While overt forms of racism in Australian workplaces are outlawed, many people from Indigenous and migrant backgrounds argue that racism is still pervasive – before and after joining a workplace. Last year, a major company’s employment listing overtly preferenced ‘candidates who are Anglo Saxon’. Multiple studies have shown that anglicising names on job applications improves a jobseeker’s prospects, prompting recent government trials of anonymous job applications.

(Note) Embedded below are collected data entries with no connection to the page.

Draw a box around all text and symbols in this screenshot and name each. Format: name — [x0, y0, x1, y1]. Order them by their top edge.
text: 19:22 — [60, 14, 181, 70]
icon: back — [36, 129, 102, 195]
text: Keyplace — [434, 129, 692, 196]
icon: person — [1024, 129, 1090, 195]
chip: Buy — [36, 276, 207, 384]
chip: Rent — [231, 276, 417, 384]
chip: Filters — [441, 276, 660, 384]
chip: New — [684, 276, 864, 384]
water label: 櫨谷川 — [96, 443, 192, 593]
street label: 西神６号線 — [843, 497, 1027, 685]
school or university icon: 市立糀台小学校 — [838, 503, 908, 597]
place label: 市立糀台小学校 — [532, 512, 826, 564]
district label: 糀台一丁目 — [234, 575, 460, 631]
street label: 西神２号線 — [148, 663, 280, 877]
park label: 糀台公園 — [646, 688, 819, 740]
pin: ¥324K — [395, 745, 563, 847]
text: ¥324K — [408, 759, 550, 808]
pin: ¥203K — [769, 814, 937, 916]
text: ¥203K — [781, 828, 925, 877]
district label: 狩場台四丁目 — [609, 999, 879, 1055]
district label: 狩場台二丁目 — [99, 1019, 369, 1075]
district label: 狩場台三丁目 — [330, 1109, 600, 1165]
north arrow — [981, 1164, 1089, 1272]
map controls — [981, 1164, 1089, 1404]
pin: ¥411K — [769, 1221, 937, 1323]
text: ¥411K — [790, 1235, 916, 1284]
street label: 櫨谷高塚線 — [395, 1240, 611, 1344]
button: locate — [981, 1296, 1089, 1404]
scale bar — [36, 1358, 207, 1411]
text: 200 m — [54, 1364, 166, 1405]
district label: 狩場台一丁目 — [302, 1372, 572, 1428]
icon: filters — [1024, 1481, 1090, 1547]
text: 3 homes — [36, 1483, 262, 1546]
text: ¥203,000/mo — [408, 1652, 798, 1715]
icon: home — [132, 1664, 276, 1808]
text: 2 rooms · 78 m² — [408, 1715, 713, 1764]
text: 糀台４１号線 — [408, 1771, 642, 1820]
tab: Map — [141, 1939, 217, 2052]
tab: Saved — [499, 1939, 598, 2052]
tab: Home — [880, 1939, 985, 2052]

So, how does racism manifest itself in the workplace – overtly, and covertly – and what impact does this have on both employee and employer? What can employers and governments do to address racial and religious discrimination at work?
Featuring
Santilla Chingaipe
Santilla Chingaipe is a filmmaker, historian and author, whose work explores settler colonialism, slavery, and postcolonial migration in Australia. Chingaipe’s critically acclaimed and award-winning documentary Our African ...
Yin Paradies
Professor Yin Paradies is an Aboriginal-Asian-Anglo Australian who is Chair in Race Relations and Indigenous Knowledges and Culture Coordinator at Deakin University. He conducts interdisciplinary research on the health, social and economic effects of racism as well as anti-racism theory, policy and practice across diverse settings, including government, workplaces, schools, universities, housing, the arts, museums and healthcare.
Jackie Huggins
Lee Carnie
Lee Carnie is a senior lawyer at the Human Rights Law Centre advocating for equality law reform and a national Charter of Human Rights, and the Director of Legal Advocacy at Equality Australia, Australia’s first national LGBTIQ+ legal advocacy and campaigning organisation. They are dedicated to tackling discrimination and building a movement for stronger human rights protections for all of us.
Lee has worked on strategic litigation, campaigns and advocacy for a range of equality law reforms across Australia, including the M106 High Court challenge to the marriage equality postal plebiscite, federal anti-discrimination protections, hate speech laws, birth certificate reforms and the Re Kelvin test case on access to hormone treatment for transgender young people.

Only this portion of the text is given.